Each collection morn, TO leaps out of bed to check whether bin drivers have clear access to bins. This morning, tradesmen had taken up the entire length of Bin Guardin's nature strip and encroached onto some of ours.

TO asked the agreeable tradesmen would they please ensure driver had access to bins. While she spoke to one, another was on a mobile saying something like "but we cannot build a fence to that height without a council permit". A few minutes later he shrugged and said, "Oh well, let's just do what he says".

Tradesmen uncoupled their trailer leaving space for rubbish collector. As I said, most agreeable types, they were.



Given the very short height of the fence between our house and number 12, I find this latest evidence of paranoia extraordinary. If he wishes to increase the height of the boundary fence as well, this would mean actually talking to us. [Well, maybe not.] This would also defeat the purpose of deliberately drilling and poisoning the two trees in our garden that once blocked sunlight from reaching his back porch.

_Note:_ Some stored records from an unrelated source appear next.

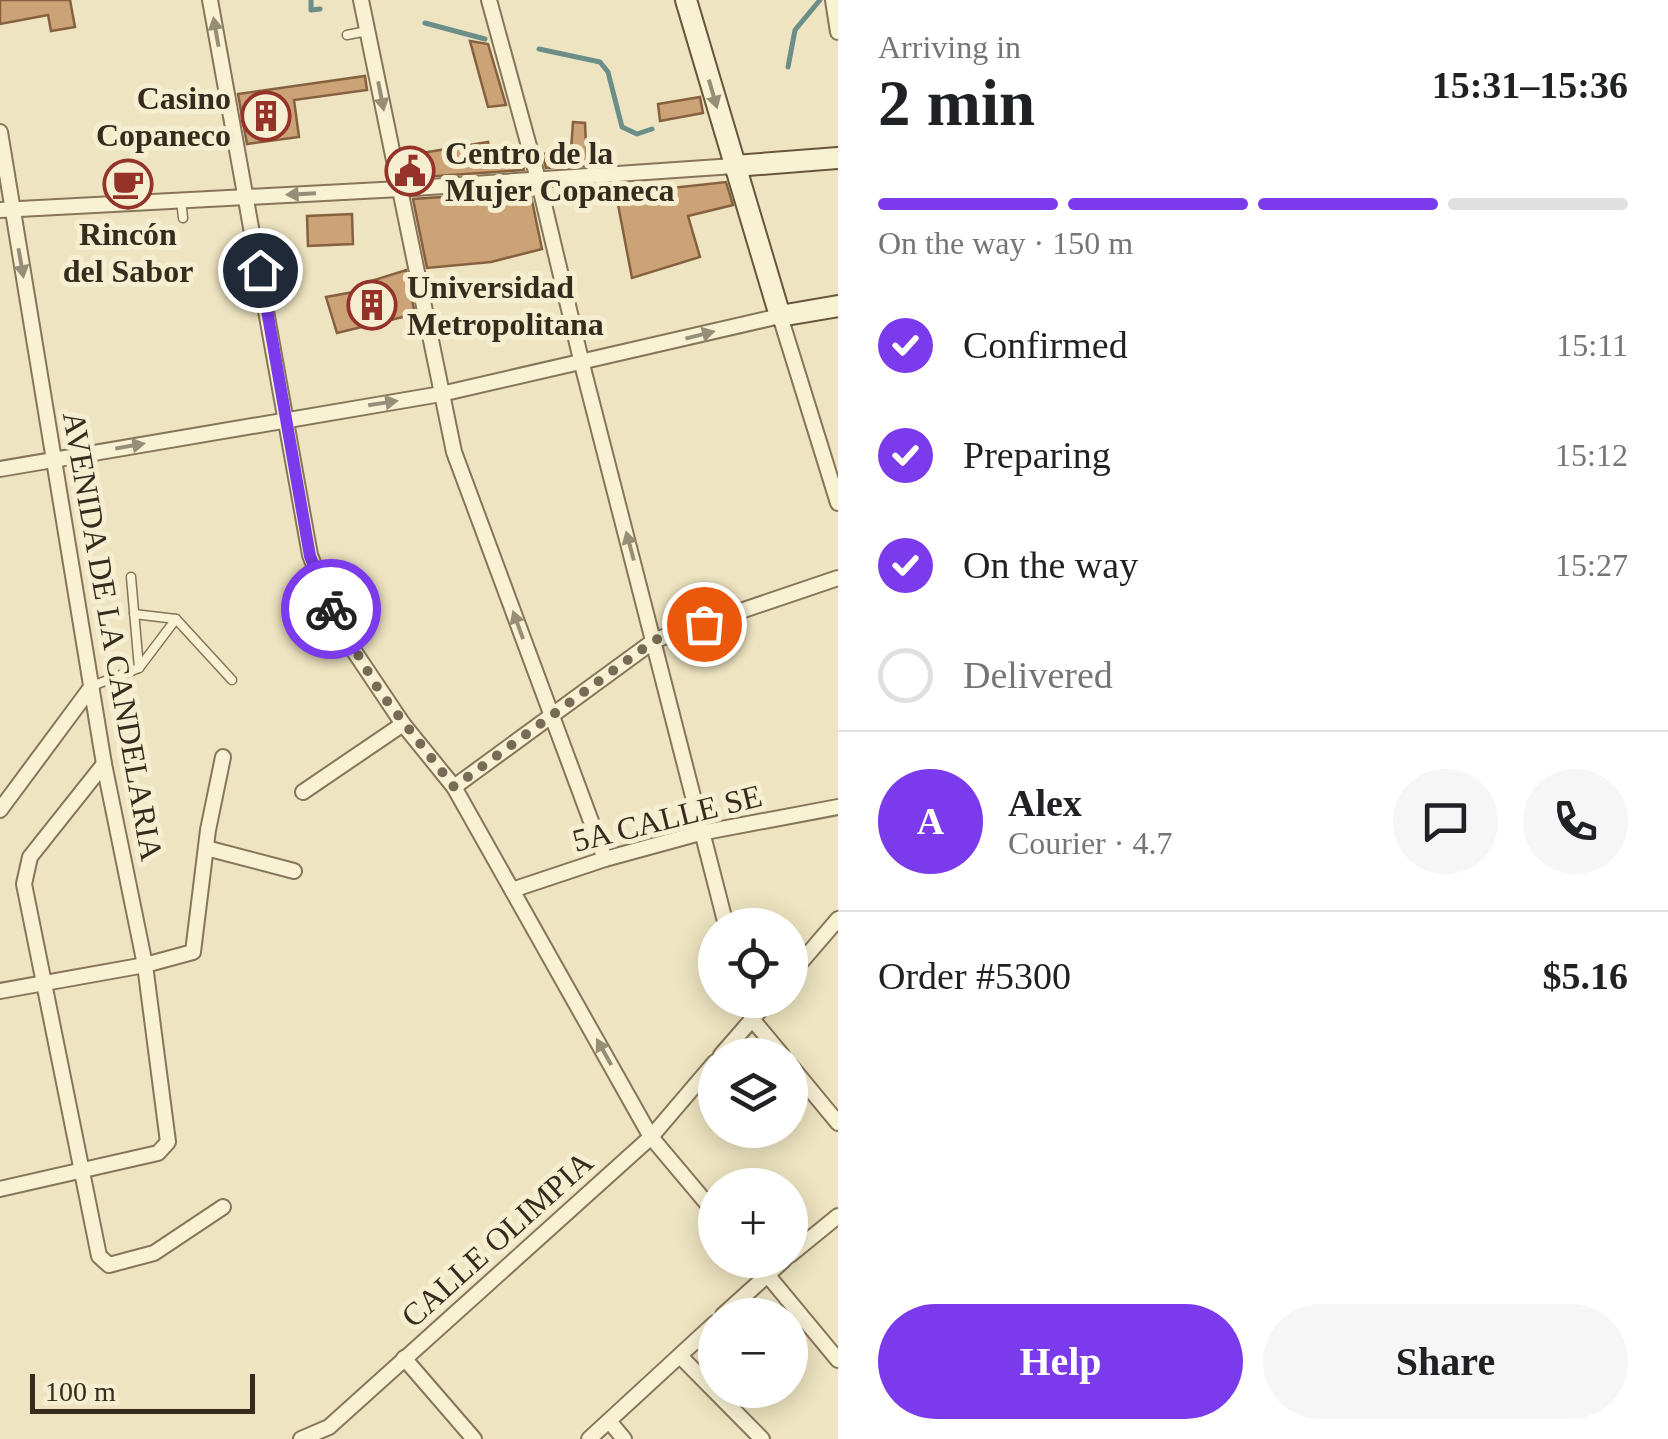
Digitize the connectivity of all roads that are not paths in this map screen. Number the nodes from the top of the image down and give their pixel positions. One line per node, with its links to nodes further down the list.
1 (210, 0): 14 (street, one-way to 1)
2 (362, 0): 6 (street)
3 (489, 0): 12 (street)
4 (686, 0): 11 (street, one-way to 11)
5 (833, 2): 7 (street)
6 (368, 31): 8 (lane); 13 (street, one-way to 13)
7 (838, 32)
8 (347, 35)
9 (0, 132): 16 (street, AVENIDA DE LA CANDELARIA)
10 (838, 158): 11 (street)
11 (734, 166): 12 (street); 19 (street)
12 (538, 179): 13 (street); 20 (street)
13 (400, 189): 14 (street, one-way to 14); 21 (street)
14 (246, 197): 15 (street); 22 (street)
15 (181, 200): 16 (street); 17 (lane)
16 (6, 209): 23 (street, AVENIDA DE LA CANDELARIA, one-way to 23)
17 (183, 218)
18 (838, 306): 19 (street)
19 (780, 316): 20 (street, one-way to 19); 25 (street)
20 (582, 364): 21 (street); 30 (street, one-way to 20)
21 (441, 394): 22 (street, one-way to 21); 34 (street, one-way to 21)
22 (286, 419): 23 (street, one-way to 22); 35 (street)
23 (55, 459): 24 (street); 33 (street, AVENIDA DE LA CANDELARIA)
24 (0, 469)
25 (838, 503)
26 (131, 577): 28 (lane)
27 (838, 578): 30 (street)
28 (134, 614): 29 (lane); 31 (lane)
29 (176, 619): 31 (lane); 32 (lane)
30 (655, 640): 34 (street); 42 (street)
31 (139, 668): 33 (lane)
32 (232, 680)
33 (92, 686): 37 (street, AVENIDA DE LA CANDELARIA); 41 (street)
34 (551, 717): 38 (street); 44 (street)
35 (403, 724): 38 (street); 39 (street)
36 (222, 756): 43 (street)
37 (104, 764): 50 (street, AVENIDA DE LA CANDELARIA); 51 (street)
38 (454, 787): 46 (street)
39 (303, 792)
40 (838, 807): 42 (street, 5A CALLE SE)
41 (0, 810)
42 (700, 833): 44 (street, 5A CALLE SE); 47 (street)
43 (206, 848): 45 (street); 50 (street)
44 (605, 859): 46 (street, 5A CALLE SE)
45 (294, 872)
46 (512, 890): 59 (street, one-way to 46)
47 (721, 908)
48 (838, 918): 49 (street)
49 (808, 954)
50 (145, 965): 51 (street); 60 (street, AVENIDA DE LA CANDELARIA)
51 (42, 983): 52 (street); 60 (street)
52 (0, 991)
53 (752, 1019): 54 (street); 55 (street)
54 (736, 1038)
55 (768, 1038)
56 (698, 1082): 59 (street, CALLE OLIMPIA)
57 (808, 1087): 58 (street)
58 (838, 1123)
59 (650, 1137): 62 (street); 71 (street, CALLE OLIMPIA)
60 (82, 1169): 61 (street); 63 (street)
61 (0, 1188)
62 (698, 1193)
63 (224, 1207)
64 (838, 1216): 65 (street)
65 (808, 1240)
66 (762, 1278): 68 (street)
67 (769, 1278): 72 (street)
68 (741, 1298)
69 (698, 1339): 70 (street)
70 (680, 1356): 73 (street); 79 (street)
71 (404, 1358): 74 (street, CALLE OLIMPIA); 76 (street)
72 (838, 1360)
73 (609, 1421): 77 (street); 78 (street)
74 (329, 1433): 75 (street, CALLE OLIMPIA)
75 (301, 1439)
76 (474, 1439)
77 (589, 1439)
78 (624, 1439)
79 (762, 1439)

Sorry I'm too short to take a photo showing clearly how disproportionately high his new front fence will be.



Note how meticulous the man is, having arranged for his post box pillar to be elevated using carefully matched bricks.



Note, too, that not only can we see into his front yard from upstairs, but occupants across the road can probably see him taking a crap, simply by standing at the top of their driveways.

The fence might mean he will no longer notice whenever someone parks in "his" space at the front of number 12 – something he relies on to know when he should dash out and take a photo.

We await the installation of CCTV.



8 comments:

  1. What rubbish. Pun intended. Inner city rubbish bin collectors have work around all sorts of obstacles and do. Mostly parked cars.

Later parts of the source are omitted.